Stepping out, I walked the few steps over to 1019. There was no hint of Ronnie. I stepped in, noticing a large, simple sofa in a ghastly gold velvet fabric. There were more boxes against the wall, which Ronnie hadn’t opened yet. That annoyed me.
“Ronnie?”
“Back here.”
He was at the very back of the lockup, on the far side. He’d pushed some furniture away and was staring at two green chairs. They were trimmed in carefully carved wood—the arms, the legs, and around the back cushion. French provincial? I wasn’t sure. They certainly looked like they belonged at some castle somewhere a few centuries back.
“Look at these,” Ronnie said. “Aren’t they fabulous?”
“If you like green.” Actually, green was fine as long as it didn’t look like pea soup or mint candies. These chairs were definitely peasoup.
“I’d have them reupholstered. I know a place. Do you think they’ll sell them to you?”
“I have no idea. That’s not why they gave me keys. What else did you find?”
“There are a lot of old albums.”
“Photo albums?” I asked, getting excited.
“No, record albums. Doris Day. Frank Sinatra. Ella Fitzgerald. That kind of album. And a record player. The kind that’s on legs. You slide the lid back when you’re not listening to it. It’s totally cool.”
“My mother had one like that in the sixties.”
“And I adore this sofa,” he stepped past me to the simple gold sofa.
“Did you find anything that might be useful, to me?”
“Not really.”
“This is the living room furniture, right?”
“On this side. That’s bedroom furniture over there.”
“Is that a grand piano?”
“It is.”
“Don’t people put photographs on top of those?”
“You want me to find the photographs?”
“I do.”
“Okay. I will.”
“Can you open these boxes?”
“Fine.”
I’d ruined his fun. I was a terrible person. I left him and went next door to ruin whatever fun John was having. 1018 had some furniture at the front: a floral loveseat, some end tables, crazy lamps. But as you went back, boxes, and then some old typewriters and office items.

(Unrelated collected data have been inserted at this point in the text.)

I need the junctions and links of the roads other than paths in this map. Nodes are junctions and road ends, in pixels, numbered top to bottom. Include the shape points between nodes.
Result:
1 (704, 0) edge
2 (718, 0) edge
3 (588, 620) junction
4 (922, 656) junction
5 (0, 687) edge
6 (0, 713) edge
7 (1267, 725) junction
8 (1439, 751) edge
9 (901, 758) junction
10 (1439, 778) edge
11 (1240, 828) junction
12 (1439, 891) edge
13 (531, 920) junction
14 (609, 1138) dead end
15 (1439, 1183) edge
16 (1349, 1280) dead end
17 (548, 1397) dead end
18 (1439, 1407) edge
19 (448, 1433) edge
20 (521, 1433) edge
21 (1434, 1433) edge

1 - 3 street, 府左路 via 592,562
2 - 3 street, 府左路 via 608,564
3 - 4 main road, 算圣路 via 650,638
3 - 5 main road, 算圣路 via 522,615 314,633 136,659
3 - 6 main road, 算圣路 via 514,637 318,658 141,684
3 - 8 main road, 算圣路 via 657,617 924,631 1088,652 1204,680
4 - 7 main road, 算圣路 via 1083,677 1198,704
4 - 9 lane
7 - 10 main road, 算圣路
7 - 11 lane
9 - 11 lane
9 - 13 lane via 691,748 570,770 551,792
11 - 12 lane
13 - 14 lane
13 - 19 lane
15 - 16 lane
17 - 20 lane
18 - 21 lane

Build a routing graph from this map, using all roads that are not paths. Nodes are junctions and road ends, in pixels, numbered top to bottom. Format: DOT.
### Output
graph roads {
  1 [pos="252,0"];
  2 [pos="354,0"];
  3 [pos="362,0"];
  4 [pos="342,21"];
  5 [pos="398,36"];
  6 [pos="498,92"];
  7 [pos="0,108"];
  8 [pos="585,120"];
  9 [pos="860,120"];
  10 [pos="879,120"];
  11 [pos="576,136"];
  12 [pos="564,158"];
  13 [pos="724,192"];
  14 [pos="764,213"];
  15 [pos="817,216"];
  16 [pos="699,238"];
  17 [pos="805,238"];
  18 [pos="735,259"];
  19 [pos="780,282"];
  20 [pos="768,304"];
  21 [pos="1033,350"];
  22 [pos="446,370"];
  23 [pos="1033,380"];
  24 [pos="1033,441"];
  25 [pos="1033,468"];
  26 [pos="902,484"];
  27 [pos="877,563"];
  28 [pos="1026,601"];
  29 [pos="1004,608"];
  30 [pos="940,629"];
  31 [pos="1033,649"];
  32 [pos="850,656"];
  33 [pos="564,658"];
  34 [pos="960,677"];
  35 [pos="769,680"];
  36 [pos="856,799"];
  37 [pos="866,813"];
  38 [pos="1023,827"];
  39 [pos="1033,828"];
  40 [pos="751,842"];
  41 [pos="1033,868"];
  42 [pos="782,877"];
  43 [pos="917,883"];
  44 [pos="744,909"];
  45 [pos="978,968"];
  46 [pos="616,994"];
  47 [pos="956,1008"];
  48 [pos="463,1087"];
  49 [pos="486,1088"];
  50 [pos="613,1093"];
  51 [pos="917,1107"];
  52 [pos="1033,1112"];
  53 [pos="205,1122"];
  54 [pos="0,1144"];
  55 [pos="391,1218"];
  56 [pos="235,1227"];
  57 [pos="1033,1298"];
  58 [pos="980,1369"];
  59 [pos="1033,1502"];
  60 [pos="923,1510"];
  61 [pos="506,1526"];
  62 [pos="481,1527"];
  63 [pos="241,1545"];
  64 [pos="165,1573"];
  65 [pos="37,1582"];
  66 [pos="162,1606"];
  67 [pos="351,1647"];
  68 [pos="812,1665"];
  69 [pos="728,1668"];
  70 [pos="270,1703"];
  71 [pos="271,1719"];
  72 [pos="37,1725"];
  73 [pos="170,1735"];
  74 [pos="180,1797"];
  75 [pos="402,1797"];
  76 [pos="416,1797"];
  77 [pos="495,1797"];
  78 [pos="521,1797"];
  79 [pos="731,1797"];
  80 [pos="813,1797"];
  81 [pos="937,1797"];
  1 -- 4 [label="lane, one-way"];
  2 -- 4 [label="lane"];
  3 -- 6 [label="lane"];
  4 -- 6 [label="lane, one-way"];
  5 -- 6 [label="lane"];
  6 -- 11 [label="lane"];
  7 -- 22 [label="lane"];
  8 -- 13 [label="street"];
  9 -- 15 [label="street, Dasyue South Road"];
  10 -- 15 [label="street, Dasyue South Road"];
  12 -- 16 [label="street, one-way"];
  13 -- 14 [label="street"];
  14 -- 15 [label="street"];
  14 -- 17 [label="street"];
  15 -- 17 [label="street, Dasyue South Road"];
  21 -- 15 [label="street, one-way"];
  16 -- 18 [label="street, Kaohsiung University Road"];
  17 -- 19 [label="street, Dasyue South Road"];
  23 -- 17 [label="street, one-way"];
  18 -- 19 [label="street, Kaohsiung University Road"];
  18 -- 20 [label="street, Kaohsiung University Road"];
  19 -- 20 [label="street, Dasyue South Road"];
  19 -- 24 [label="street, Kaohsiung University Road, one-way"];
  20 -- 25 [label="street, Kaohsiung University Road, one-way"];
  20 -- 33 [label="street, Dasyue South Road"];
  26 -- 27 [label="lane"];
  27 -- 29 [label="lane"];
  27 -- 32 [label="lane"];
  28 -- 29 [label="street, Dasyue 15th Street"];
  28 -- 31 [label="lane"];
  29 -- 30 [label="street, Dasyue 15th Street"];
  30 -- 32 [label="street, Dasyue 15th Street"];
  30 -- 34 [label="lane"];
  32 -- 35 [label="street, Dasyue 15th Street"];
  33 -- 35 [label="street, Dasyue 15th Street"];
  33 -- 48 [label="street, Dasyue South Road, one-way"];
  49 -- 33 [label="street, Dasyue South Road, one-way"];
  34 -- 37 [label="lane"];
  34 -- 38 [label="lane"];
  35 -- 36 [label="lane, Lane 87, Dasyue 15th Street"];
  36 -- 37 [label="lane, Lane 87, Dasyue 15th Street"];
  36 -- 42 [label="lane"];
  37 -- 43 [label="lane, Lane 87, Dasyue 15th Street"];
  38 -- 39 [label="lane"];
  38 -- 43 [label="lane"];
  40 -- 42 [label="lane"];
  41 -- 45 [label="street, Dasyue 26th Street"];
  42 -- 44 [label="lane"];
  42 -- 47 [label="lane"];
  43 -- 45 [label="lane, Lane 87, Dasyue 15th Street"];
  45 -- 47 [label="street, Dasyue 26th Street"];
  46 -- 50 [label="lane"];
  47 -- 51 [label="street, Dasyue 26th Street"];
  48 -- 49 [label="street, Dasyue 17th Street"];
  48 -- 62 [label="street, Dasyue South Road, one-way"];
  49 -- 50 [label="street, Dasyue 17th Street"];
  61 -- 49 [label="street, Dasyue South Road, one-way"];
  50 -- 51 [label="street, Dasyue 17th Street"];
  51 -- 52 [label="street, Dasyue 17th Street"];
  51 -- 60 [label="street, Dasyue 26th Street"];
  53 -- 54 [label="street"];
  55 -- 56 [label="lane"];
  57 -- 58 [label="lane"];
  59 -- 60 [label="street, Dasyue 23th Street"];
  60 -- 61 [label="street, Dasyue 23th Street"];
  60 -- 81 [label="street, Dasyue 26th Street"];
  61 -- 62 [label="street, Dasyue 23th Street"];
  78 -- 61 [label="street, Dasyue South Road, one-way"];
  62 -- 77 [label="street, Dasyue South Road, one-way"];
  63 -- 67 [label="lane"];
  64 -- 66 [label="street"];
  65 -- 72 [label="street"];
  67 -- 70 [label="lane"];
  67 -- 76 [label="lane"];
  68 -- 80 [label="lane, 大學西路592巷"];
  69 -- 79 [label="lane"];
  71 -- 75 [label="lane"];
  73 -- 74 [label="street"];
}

“Hey,” I said. “What are you finding?”
“Dinnerware, pots and pans, utensils. But look at this…” He led me over to the typewriters, two of them: one looked like it was from the fifties, a Royal, and the other looked even older, a Remington. John moved them so we could look at what was underneath. It was basically a white table with an IBM Selectric sunk into one end and a box holding two cassette decks at the other.
“What is that?” I asked.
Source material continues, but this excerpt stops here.